Available records:

Segment Open

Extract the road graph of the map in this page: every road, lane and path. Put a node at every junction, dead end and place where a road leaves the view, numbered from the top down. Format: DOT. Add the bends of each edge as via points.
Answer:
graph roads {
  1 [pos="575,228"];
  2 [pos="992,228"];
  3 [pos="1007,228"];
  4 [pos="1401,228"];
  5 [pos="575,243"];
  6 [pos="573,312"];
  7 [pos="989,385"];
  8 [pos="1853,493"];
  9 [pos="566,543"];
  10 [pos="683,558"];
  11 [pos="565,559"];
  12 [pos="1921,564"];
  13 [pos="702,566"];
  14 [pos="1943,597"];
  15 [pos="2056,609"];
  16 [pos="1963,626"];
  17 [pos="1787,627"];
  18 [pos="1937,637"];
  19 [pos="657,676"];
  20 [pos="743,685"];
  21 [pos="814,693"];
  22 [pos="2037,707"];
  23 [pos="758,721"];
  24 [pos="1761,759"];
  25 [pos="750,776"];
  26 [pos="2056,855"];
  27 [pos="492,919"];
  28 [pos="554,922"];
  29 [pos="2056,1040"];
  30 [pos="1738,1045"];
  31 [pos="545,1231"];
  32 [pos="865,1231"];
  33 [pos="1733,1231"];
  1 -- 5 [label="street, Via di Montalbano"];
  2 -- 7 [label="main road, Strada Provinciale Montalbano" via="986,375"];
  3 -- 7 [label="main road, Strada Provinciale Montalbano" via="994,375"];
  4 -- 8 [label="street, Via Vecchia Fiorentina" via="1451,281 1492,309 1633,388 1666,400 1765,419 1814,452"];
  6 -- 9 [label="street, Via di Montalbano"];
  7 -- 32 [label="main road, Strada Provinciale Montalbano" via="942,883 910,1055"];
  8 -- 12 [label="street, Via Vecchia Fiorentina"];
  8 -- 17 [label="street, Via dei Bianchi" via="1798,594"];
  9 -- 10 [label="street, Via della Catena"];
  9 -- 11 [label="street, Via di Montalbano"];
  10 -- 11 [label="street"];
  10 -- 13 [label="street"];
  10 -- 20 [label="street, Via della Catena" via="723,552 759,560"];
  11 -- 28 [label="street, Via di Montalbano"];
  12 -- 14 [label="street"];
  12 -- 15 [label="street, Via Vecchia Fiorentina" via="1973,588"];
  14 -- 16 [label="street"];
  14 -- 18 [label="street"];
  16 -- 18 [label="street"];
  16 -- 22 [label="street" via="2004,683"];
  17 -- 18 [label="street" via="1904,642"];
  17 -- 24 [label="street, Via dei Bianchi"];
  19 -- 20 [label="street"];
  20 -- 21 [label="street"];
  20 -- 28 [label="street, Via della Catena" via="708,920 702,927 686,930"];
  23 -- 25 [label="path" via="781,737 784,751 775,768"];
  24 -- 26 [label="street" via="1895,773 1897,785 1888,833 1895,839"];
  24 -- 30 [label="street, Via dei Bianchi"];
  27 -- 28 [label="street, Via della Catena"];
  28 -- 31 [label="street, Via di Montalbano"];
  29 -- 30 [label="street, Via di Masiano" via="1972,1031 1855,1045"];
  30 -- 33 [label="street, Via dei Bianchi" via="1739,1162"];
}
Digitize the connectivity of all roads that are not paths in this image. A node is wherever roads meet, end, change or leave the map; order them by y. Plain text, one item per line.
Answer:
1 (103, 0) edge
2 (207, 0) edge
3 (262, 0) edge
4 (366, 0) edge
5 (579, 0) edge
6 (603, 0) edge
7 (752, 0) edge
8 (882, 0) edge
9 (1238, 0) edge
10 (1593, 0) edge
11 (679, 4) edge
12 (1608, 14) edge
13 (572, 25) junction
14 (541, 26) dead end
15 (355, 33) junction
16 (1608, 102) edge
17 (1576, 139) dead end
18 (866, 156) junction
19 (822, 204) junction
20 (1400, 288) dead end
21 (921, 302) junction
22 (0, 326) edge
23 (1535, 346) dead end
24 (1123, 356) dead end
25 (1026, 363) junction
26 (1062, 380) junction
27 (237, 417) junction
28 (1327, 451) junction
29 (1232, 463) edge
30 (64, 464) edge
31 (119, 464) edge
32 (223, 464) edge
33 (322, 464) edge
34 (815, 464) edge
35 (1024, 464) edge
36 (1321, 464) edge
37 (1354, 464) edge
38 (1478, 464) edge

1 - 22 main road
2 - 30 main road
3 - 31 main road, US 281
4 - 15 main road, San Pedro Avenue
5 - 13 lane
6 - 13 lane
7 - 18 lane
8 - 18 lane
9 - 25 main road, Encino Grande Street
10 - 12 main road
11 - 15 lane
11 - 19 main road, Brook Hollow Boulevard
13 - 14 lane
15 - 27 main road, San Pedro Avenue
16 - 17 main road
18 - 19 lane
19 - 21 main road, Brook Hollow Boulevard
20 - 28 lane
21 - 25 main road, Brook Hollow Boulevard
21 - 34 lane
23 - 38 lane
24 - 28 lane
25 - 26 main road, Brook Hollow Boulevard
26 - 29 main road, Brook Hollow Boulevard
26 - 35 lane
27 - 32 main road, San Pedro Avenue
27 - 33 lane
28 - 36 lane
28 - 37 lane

Segment Closed

Task directions: What is the number of lines in the listing that include the word "Catena"? Give the number and no other text.

Problem solution: 4